Input ->

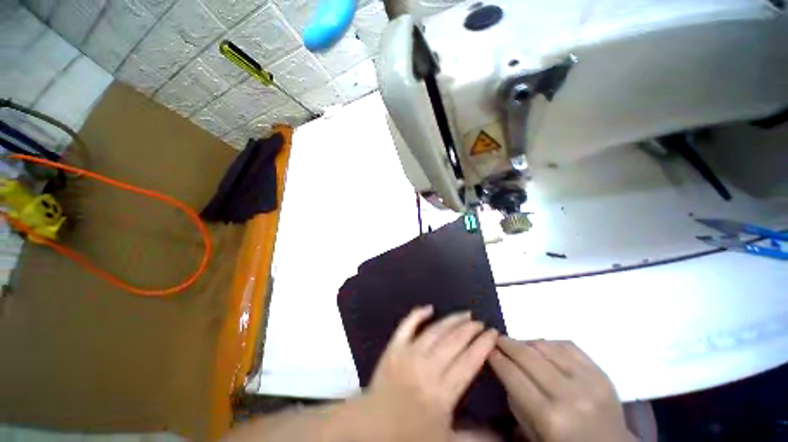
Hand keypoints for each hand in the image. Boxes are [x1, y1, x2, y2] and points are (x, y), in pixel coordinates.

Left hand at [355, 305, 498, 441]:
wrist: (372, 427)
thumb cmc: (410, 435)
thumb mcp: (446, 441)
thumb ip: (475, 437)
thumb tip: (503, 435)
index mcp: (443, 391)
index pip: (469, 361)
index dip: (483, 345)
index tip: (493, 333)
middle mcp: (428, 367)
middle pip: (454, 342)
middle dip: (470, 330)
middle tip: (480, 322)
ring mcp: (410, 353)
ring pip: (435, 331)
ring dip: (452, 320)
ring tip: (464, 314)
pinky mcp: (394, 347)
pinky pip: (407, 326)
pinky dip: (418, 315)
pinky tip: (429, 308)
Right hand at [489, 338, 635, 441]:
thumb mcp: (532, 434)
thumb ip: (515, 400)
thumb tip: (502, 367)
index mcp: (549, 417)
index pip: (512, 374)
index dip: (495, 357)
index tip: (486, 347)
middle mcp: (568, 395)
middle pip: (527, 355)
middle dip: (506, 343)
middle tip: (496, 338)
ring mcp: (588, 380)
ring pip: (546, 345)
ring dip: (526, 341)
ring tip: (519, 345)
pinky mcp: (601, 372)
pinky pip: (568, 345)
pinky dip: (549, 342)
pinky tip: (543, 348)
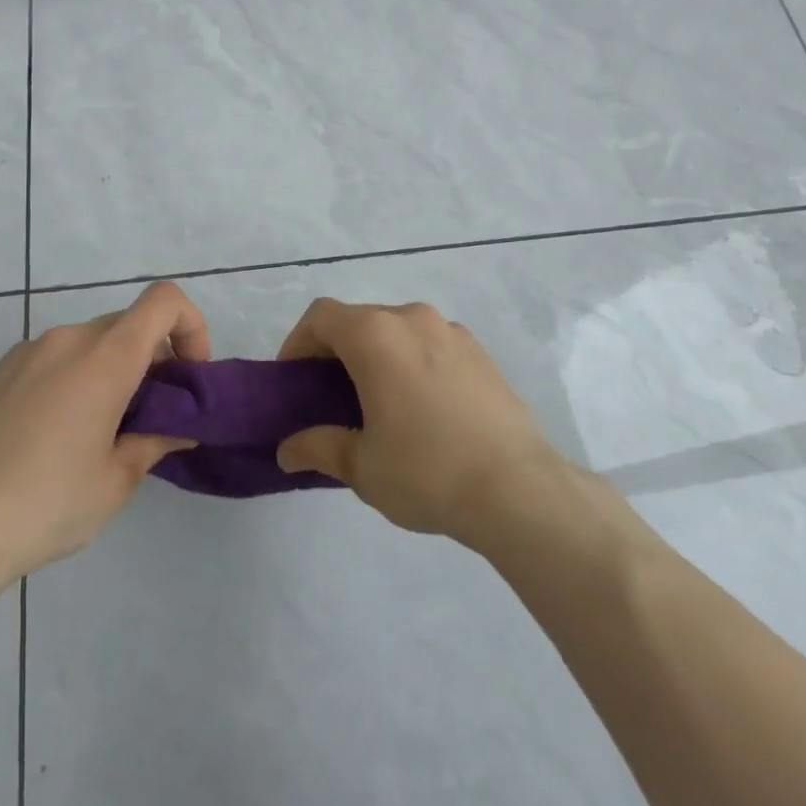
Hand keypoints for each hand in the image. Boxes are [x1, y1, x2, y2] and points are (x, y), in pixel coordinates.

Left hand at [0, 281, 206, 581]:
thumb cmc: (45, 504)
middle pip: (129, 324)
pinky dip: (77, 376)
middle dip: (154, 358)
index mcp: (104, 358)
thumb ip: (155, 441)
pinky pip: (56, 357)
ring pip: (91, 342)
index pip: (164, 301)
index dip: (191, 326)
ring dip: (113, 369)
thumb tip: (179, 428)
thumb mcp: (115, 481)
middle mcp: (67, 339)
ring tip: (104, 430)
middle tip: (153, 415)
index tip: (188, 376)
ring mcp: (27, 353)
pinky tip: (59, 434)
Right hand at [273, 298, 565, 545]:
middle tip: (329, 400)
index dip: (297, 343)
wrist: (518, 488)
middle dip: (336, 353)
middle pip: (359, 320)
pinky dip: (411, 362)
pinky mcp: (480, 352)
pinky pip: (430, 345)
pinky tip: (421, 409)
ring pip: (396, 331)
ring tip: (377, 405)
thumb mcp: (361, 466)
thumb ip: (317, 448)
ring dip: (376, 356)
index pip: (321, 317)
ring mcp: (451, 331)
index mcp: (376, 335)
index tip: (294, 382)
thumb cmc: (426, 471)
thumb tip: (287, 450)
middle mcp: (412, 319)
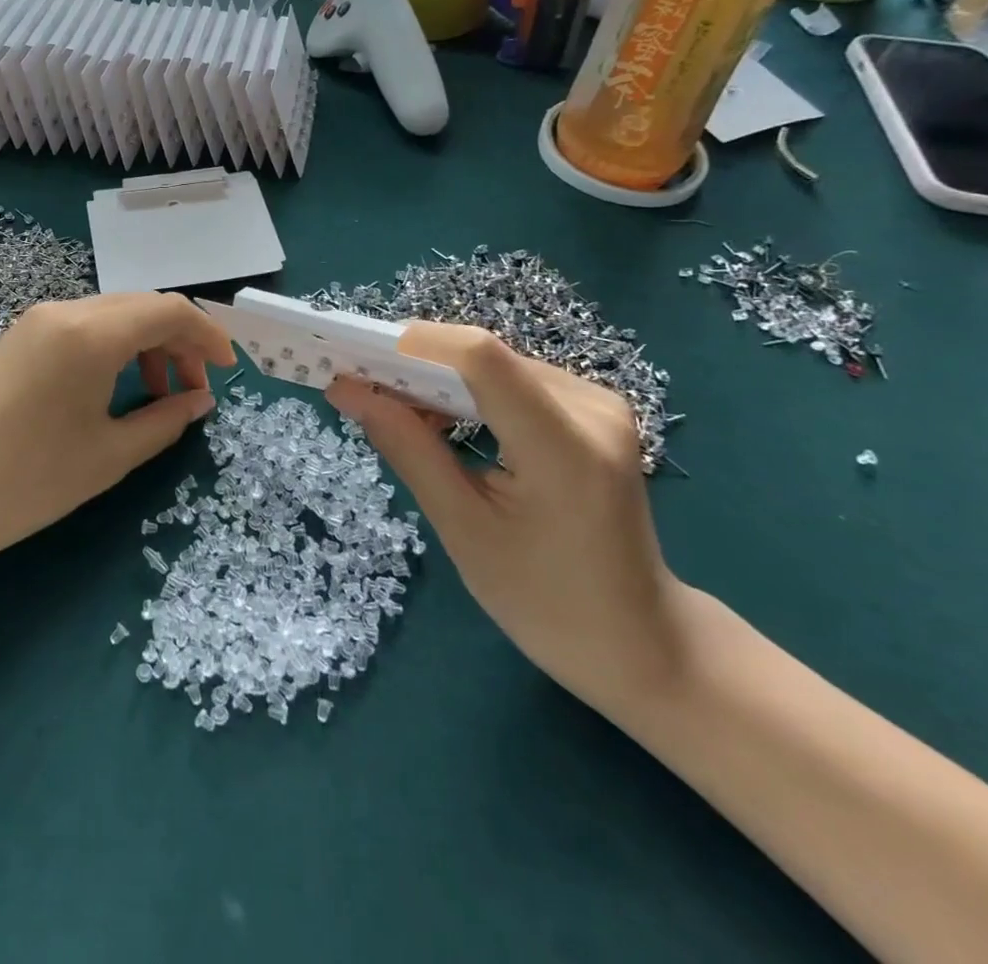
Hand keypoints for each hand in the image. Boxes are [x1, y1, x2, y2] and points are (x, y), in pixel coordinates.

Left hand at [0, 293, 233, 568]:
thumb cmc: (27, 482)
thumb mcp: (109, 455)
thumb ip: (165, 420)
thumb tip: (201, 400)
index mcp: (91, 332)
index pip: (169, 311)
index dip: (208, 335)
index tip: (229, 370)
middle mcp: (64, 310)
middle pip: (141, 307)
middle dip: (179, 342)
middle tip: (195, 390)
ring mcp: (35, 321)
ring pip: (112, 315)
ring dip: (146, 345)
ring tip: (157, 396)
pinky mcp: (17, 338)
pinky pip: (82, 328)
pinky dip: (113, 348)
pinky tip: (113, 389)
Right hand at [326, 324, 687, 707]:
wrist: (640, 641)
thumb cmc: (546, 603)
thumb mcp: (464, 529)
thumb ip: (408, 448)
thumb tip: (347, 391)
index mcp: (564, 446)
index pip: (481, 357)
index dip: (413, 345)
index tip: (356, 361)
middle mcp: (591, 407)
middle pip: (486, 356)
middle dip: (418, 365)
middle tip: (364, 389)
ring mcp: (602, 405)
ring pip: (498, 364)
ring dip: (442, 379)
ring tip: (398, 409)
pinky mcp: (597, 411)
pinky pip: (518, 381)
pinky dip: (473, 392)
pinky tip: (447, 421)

Task directions -> Could the lines from the top of the material through the line with "index dip: (191, 326)" be repeated exactly, pictures left out?

Expected output ->
Hand keypoints for each hand in the image. Boxes are [x1, y1, x2, y2] and points are (x, y), in pixel coordinates.

Left hand at [355, 305, 498, 441]:
wrist: (372, 427)
thumb cmc: (410, 435)
thumb mcp: (446, 441)
thumb ip: (475, 437)
thumb tip: (503, 435)
index mcp: (443, 391)
index pip: (469, 361)
index dip: (483, 345)
index tip: (493, 333)
middle mcp: (428, 367)
middle pip: (454, 342)
middle dip: (470, 330)
middle tip: (480, 322)
ring mcp: (410, 353)
ring pip: (435, 331)
ring dip: (452, 320)
ring tip: (464, 314)
pinky mcp: (394, 347)
pinky pip: (407, 326)
pinky dip: (418, 315)
pinky tip: (429, 308)
Right hand at [489, 338, 635, 441]:
thumb mcp: (532, 434)
thumb ip: (515, 400)
thumb tip: (502, 367)
index mcp: (549, 417)
index pip: (512, 374)
index dip: (495, 357)
index tip: (486, 347)
middle mcp: (568, 395)
middle pip: (527, 355)
middle dip: (506, 343)
middle tip: (496, 338)
ring mcp: (588, 380)
ring pip: (546, 345)
ring dip: (526, 341)
ring tip: (519, 345)
pinky mcp: (601, 372)
pinky pip: (568, 345)
pinky dip: (549, 342)
pinky tip: (543, 348)
Hand keypoints for each hand in the image. Boxes are [x1, y1, x2, y2] and points are (x, y), in pixel coordinates.

Left hand at [0, 281, 206, 581]:
thumb cmc: (45, 504)
middle pip: (129, 324)
pinky dip: (77, 376)
middle dip: (154, 358)
index mcp: (104, 358)
thumb ip: (155, 441)
pinky pip: (56, 357)
ring pip: (91, 342)
index pip: (164, 301)
index dip: (191, 326)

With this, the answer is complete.